AI Comedy of Errors, Or: The Importance of Choosing Your AI Performance Metric With Care
1. Accuracy is one of the main imperatives of Trustworthy AI.
AI systems are simply optimization machines. Yes, there is a long-standing battle over what an AI system is or does, but this will not concern us here. We’ll take a very high-level view and assume that an AI system is a system that automates a process that would normally involve human intelligence[1]. And the major requirement is that this system should do so with as few errors as possible.

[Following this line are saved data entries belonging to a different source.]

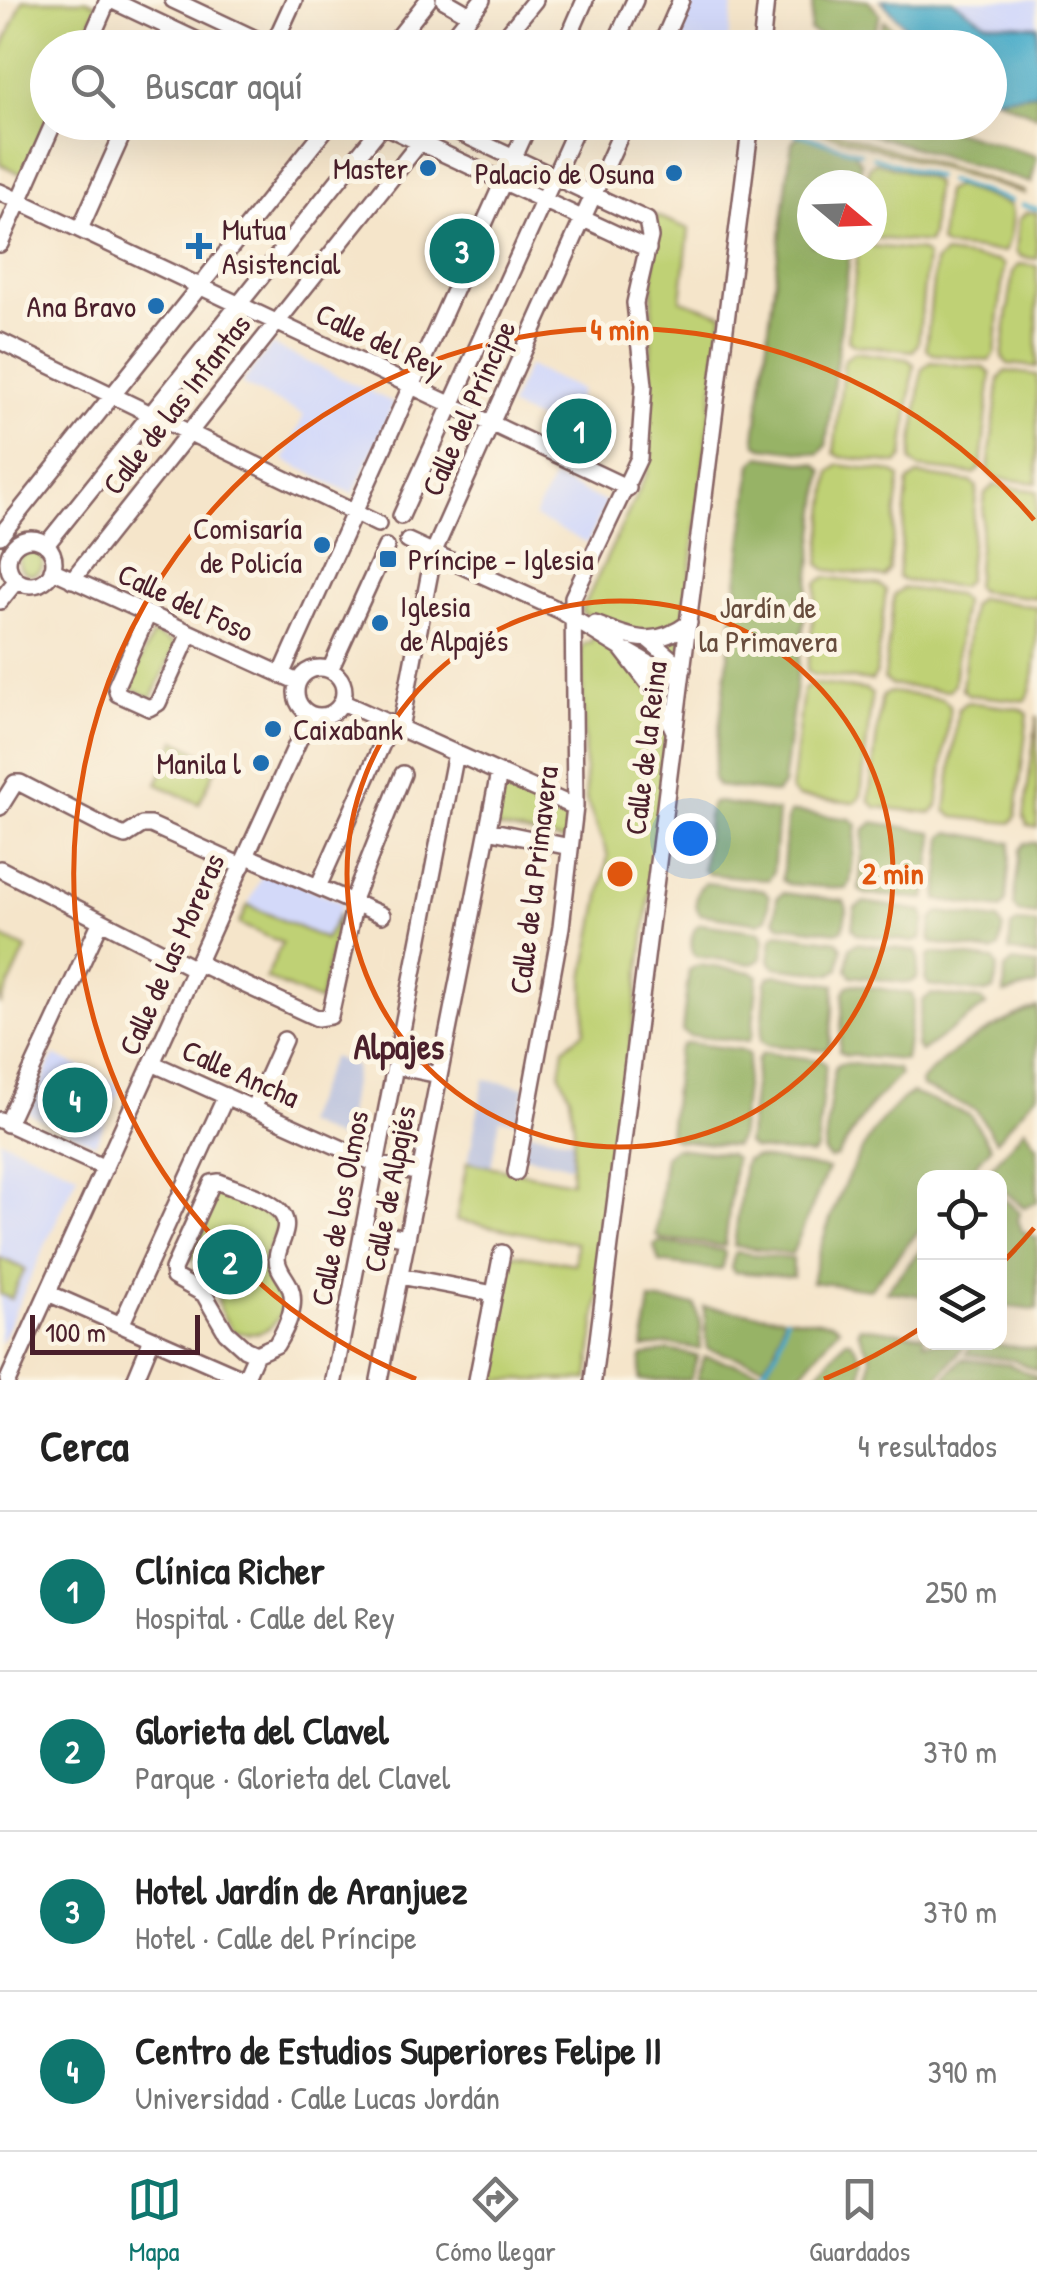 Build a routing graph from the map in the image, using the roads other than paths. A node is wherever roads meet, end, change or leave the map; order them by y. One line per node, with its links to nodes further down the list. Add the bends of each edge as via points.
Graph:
1 (109, 0): 14 (street); 15 (street)
2 (172, 0): 17 (street)
3 (294, 0): 18 (street)
4 (428, 0): 19 (street)
5 (444, 0): 13 (street)
6 (482, 0): 13 (street)
7 (534, 0): 21 (street)
8 (585, 0): 22 (street)
9 (634, 0): 23 (street)
10 (681, 0): 24 (street)
11 (748, 0): 12 (street)
12 (766, 4): 25 (street)
13 (470, 15): 20 (street)
14 (171, 28): 16 (street)
15 (95, 30)
16 (175, 30)
17 (236, 30)
18 (281, 30)
19 (404, 30)
20 (458, 30)
21 (510, 30)
22 (572, 30)
23 (621, 30)
24 (668, 30)
25 (762, 30)
26 (46, 140): 43 (street)
27 (120, 140): 46 (street)
28 (317, 140): 49 (street, Calle de las Infantas)
29 (368, 140): 50 (street, Calle de las Infantas)
30 (414, 140): 37 (street)
31 (422, 140): 37 (street, Calle de las Infantas)
32 (475, 140): 38 (street)
33 (522, 140): 38 (street, Calle del Príncipe)
34 (571, 140): 39 (street, Calle del Príncipe)
35 (618, 140): 42 (street, Calle del Príncipe)
36 (749, 140): 75 (street, Calle de la Reina)
37 (420, 143): 40 (street); 51 (street, Calle de las Infantas)
38 (514, 158): 39 (street); 40 (street, Calle del Príncipe)
39 (554, 178): 42 (street); 44 (street, Calle del Príncipe)
40 (504, 182): 44 (street); 53 (street, Calle del Príncipe)
41 (0, 192): 43 (street, Calle del Rey)
42 (593, 195): 45 (street, Calle del Príncipe); 48 (street, via 646,220)
43 (19, 201): 46 (street, Calle del Rey); 47 (street)
44 (544, 201): 45 (street); 55 (street, Calle del Príncipe)
45 (582, 219): 48 (street); 57 (street, Calle del Príncipe)
46 (80, 229): 49 (street, Calle del Rey)
47 (0, 244)
48 (648, 249): 59 (street, Calle de la Primavera, via 635,302 644,385 640,458)
49 (200, 286): 50 (street, Calle del Rey); 54 (street, Calle de las Infantas)
50 (239, 304): 51 (street, Calle del Rey); 56 (street, Calle de las Infantas)
51 (276, 322): 53 (street, Calle del Rey); 58 (street, Calle de las Infantas)
52 (0, 341): 54 (street)
53 (413, 386): 55 (street, Calle del Rey); 60 (street, Calle del Príncipe)
54 (111, 395): 56 (street); 63 (street, Calle de las Infantas)
55 (451, 405): 57 (street, Calle del Rey); 61 (street, Calle del Príncipe)
56 (152, 414): 58 (street); 65 (street, Calle de las Infantas)
57 (491, 424): 59 (street, Calle del Rey); 68 (street, Calle del Príncipe)
58 (187, 432): 60 (street); 71 (street, Calle de las Infantas)
59 (628, 488): 74 (street, Calle de la Primavera, via 573,597)
60 (355, 513): 62 (street); 81 (street, Calle del Príncipe)
61 (401, 516): 62 (street); 64 (street, via 409,524)
62 (378, 524): 66 (street)
63 (0, 536)
64 (408, 541): 66 (street); 68 (street)
65 (46, 545): 67 (street, via 30,539); 69 (street)
66 (386, 547): 80 (street)
67 (5, 548): 70 (street)
68 (434, 551): 74 (street); 85 (street, Calle del Príncipe)
69 (52, 570): 70 (street, via 36,584); 71 (street, Calle del Foso)
70 (16, 580): 72 (street)
71 (72, 580): 73 (street, Calle del Foso)
72 (0, 601)
73 (148, 614): 76 (street, Calle del Foso); 76 (street, via 118,694 148,708 158,703)
74 (571, 616): 77 (street); 78 (street); 90 (street, Calle de la Primavera)
75 (688, 623): 77 (street); 79 (street, Calle de la Reina)
76 (190, 634): 81 (street, Calle del Foso)
77 (649, 640): 79 (street)
78 (621, 648): 79 (street, via 668,675); 86 (street, via 658,696)
79 (683, 669): 86 (street, Calle de la Reina)
80 (330, 670): 82 (street, via 309,671); 83 (street, via 344,687)
81 (281, 675): 82 (street, Calle del Foso)
82 (298, 682): 84 (street, via 298,704)
83 (342, 702): 84 (street, via 332,713); 85 (street)
84 (310, 715): 94 (street, Calle de las Moreras)
85 (396, 726): 87 (street); 96 (street, Calle del Príncipe)
86 (674, 738): 127 (street, Calle de la Reina)
87 (456, 753): 88 (street); 103 (street, Calle de los Olmos)
88 (499, 772): 90 (street); 92 (street, Calle de Alpajés)
89 (403, 774): 97 (street)
90 (575, 807): 93 (street, Calle de la Primavera)
91 (0, 808): 94 (street, via 20,783 125,836 151,825)
92 (488, 830): 93 (street); 104 (street, Calle de Alpajés)
93 (570, 847): 110 (street, Calle de la Primavera)
94 (244, 861): 96 (street); 100 (street, Calle de las Moreras)
95 (0, 868): 99 (street)
96 (318, 887): 97 (street)
97 (352, 902): 98 (street); 100 (street, via 333,1012 324,1019)
98 (382, 914)
99 (101, 921): 100 (street); 107 (street)
100 (196, 966): 102 (street, Calle de las Moreras)
101 (284, 1040): 106 (street)
102 (152, 1063): 105 (street, Calle Ancha); 109 (street, Calle de las Moreras)
103 (395, 1066): 104 (street); 108 (street, Calle de los Olmos)
104 (439, 1075): 111 (street, Calle de Alpajés)
105 (226, 1096): 106 (street, Calle Ancha); 118 (street)
106 (252, 1109): 108 (street, Calle Ancha)
107 (4, 1122): 109 (street)
108 (376, 1164): 111 (street, Calle Ancha); 112 (street, Calle de los Olmos)
109 (105, 1168): 116 (street, Calle de las Moreras)
110 (516, 1172)
111 (420, 1174): 113 (street, Calle de Alpajés)
112 (363, 1230): 113 (street); 124 (street, Calle de los Olmos)
113 (407, 1238): 115 (street, Calle de Alpajés)
114 (502, 1253): 117 (street)
115 (400, 1276): 117 (street); 125 (street, Calle de Alpajés)
116 (48, 1293): 118 (street); 121 (street, Calle de las Moreras)
117 (494, 1294): 126 (street)
118 (121, 1325): 119 (street)
119 (152, 1339): 122 (street); 123 (street)
120 (256, 1354): 120 (street, via 276,1345 293,1308 277,1256 284,1218 272,1206 212,1183 174,1277 204,1294 226,1332); 123 (street)
121 (8, 1380)
122 (135, 1380)
123 (246, 1380)
124 (334, 1380)
125 (379, 1380)
126 (477, 1380)
127 (594, 1380)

In practice, once the humans in charge (someone from management, the head machine learning engineer, the lead data scientist, the client, …) have defined what an error is, the AI system is then designed to optimize for the solution with the least error (or conversely, it can be optimized for the solution with the most correct outputs). Achieving the best possible optimization (i.e. the least number of errors, or the greatest number of correct responses) is a hallmark of AI quality.

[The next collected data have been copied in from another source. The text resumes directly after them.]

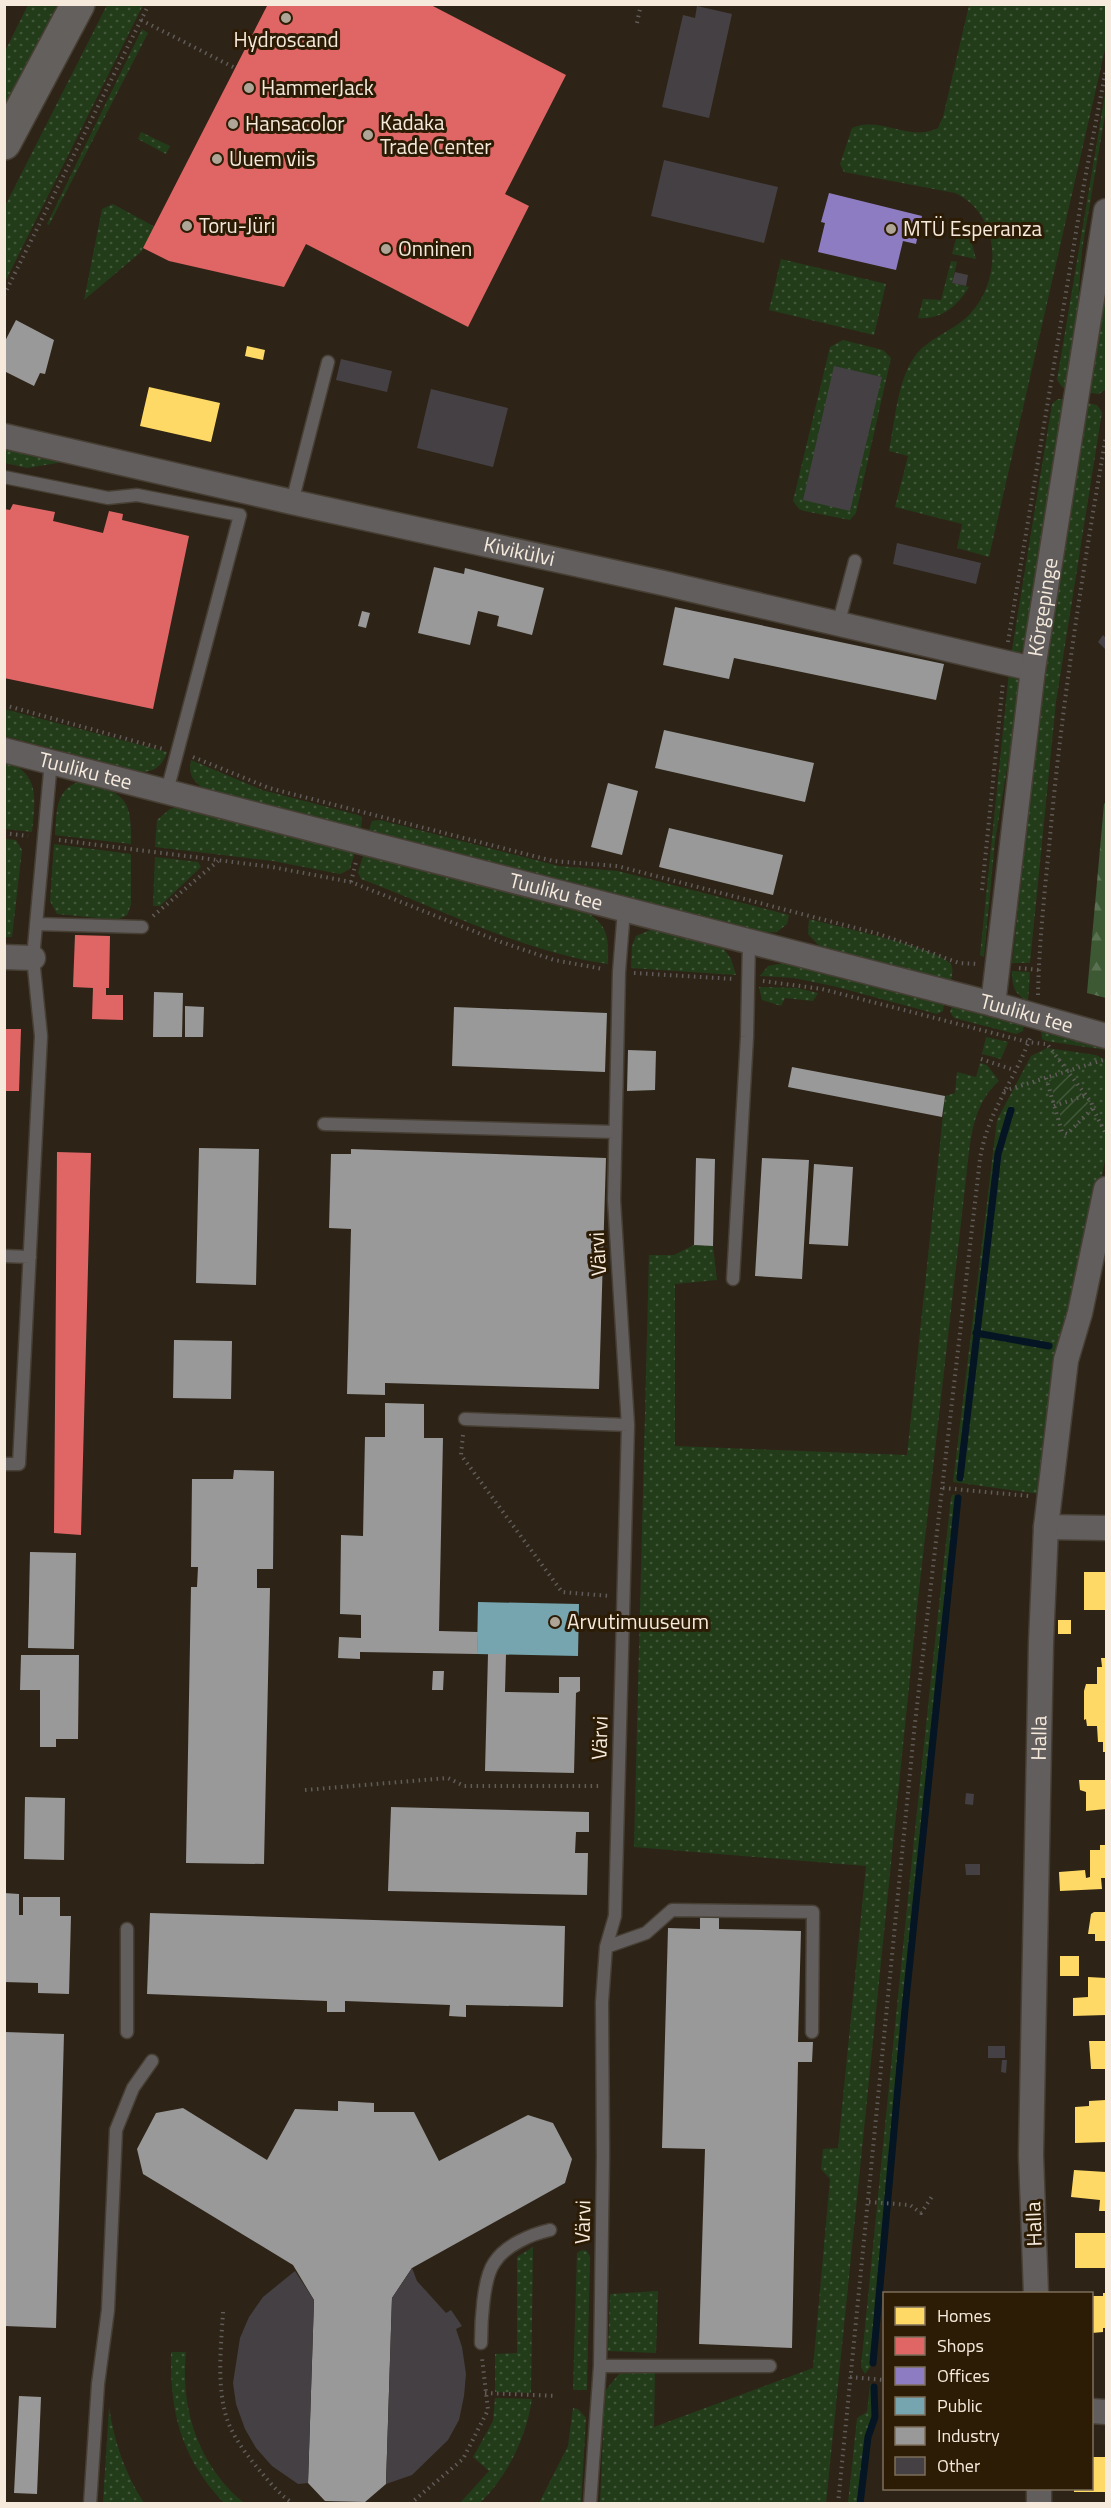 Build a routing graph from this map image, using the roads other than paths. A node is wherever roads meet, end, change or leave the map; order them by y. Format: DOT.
graph roads {
  1 [pos="78,4"];
  2 [pos="4,143"];
  3 [pos="1107,211"];
  4 [pos="1103,249"];
  5 [pos="328,362"];
  6 [pos="4,436"];
  7 [pos="4,477"];
  8 [pos="244,491"];
  9 [pos="292,502"];
  10 [pos="240,515"];
  11 [pos="855,561"];
  12 [pos="838,625"];
  13 [pos="1033,669"];
  14 [pos="4,750"];
  15 [pos="51,761"];
  16 [pos="167,791"];
  17 [pos="624,910"];
  18 [pos="36,924"];
  19 [pos="142,927"];
  20 [pos="749,942"];
  21 [pos="4,957"];
  22 [pos="33,958"];
  23 [pos="993,1004"];
  24 [pos="1107,1036"];
  25 [pos="324,1124"];
  26 [pos="615,1132"];
  27 [pos="1107,1189"];
  28 [pos="4,1256"];
  29 [pos="30,1257"];
  30 [pos="733,1279"];
  31 [pos="465,1419"];
  32 [pos="628,1425"];
  33 [pos="4,1464"];
  34 [pos="1046,1527"];
  35 [pos="1107,1528"];
  36 [pos="127,1929"];
  37 [pos="606,1947"];
  38 [pos="127,2032"];
  39 [pos="812,2032"];
  40 [pos="152,2061"];
  41 [pos="550,2230"];
  42 [pos="1036,2292"];
  43 [pos="481,2343"];
  44 [pos="600,2366"];
  45 [pos="770,2366"];
  46 [pos="90,2504"];
  47 [pos="590,2504"];
  1 -- 2 [label="main road"];
  3 -- 4 [label="street, Kõrgepinge"];
  4 -- 13 [label="street, Kõrgepinge"];
  5 -- 9 [label="lane"];
  6 -- 8 [label="street, Kivikülvi"];
  7 -- 10 [label="lane"];
  8 -- 9 [label="street, Kivikülvi"];
  8 -- 10 [label="lane"];
  9 -- 12 [label="street, Kivikülvi"];
  10 -- 16 [label="lane"];
  11 -- 12 [label="lane"];
  12 -- 13 [label="street, Kivikülvi"];
  13 -- 23 [label="street, Kõrgepinge"];
  14 -- 15 [label="street, Tuuliku tee"];
  15 -- 16 [label="street, Tuuliku tee"];
  15 -- 18 [label="lane"];
  16 -- 17 [label="street, Tuuliku tee"];
  17 -- 20 [label="street, Tuuliku tee"];
  17 -- 26 [label="lane, Värvi"];
  18 -- 19 [label="lane"];
  18 -- 22 [label="lane"];
  20 -- 23 [label="street, Tuuliku tee"];
  20 -- 30 [label="lane"];
  21 -- 22 [label="street"];
  22 -- 29 [label="lane"];
  23 -- 24 [label="street, Tuuliku tee"];
  25 -- 26 [label="lane"];
  26 -- 32 [label="lane, Värvi"];
  27 -- 34 [label="street, Halla"];
  28 -- 29 [label="lane"];
  29 -- 33 [label="lane"];
  31 -- 32 [label="lane"];
  32 -- 37 [label="lane, Värvi"];
  34 -- 35 [label="street"];
  34 -- 42 [label="street, Halla"];
  36 -- 38 [label="lane"];
  37 -- 39 [label="lane"];
  37 -- 44 [label="lane, Värvi"];
  40 -- 46 [label="lane"];
  41 -- 43 [label="lane"];
  44 -- 45 [label="lane"];
  44 -- 47 [label="lane, Värvi"];
}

In common parlance, the word accuracy best captures this characterization as minimization of error, this concept of being correct and true. According to the EU High Level Expert Group on AI (HLEG)[2], “Accuracy pertains to an AI system’s ability to make correct judgements, for example to correctly classify information into the proper categories, or its ability to make correct predictions, recommendations, or decisions based on data or models.” Of the seven requirements for trustworthy AI that are listed in the HLEG guide[3], the second requirement, technical robustness and safety, includes “…accuracy, reliability and reproducibility.” The draft EU AI regulation[4], which takes inspiration from the EU HLEG, dedicates a whole article (currently, Article 15) to the accuracy, robustness and cybersecurity requirements for a high risk AI system. Thus, at least from an EU perspective, accuracy has become enshrined as one of the main imperatives of trustworthy AI.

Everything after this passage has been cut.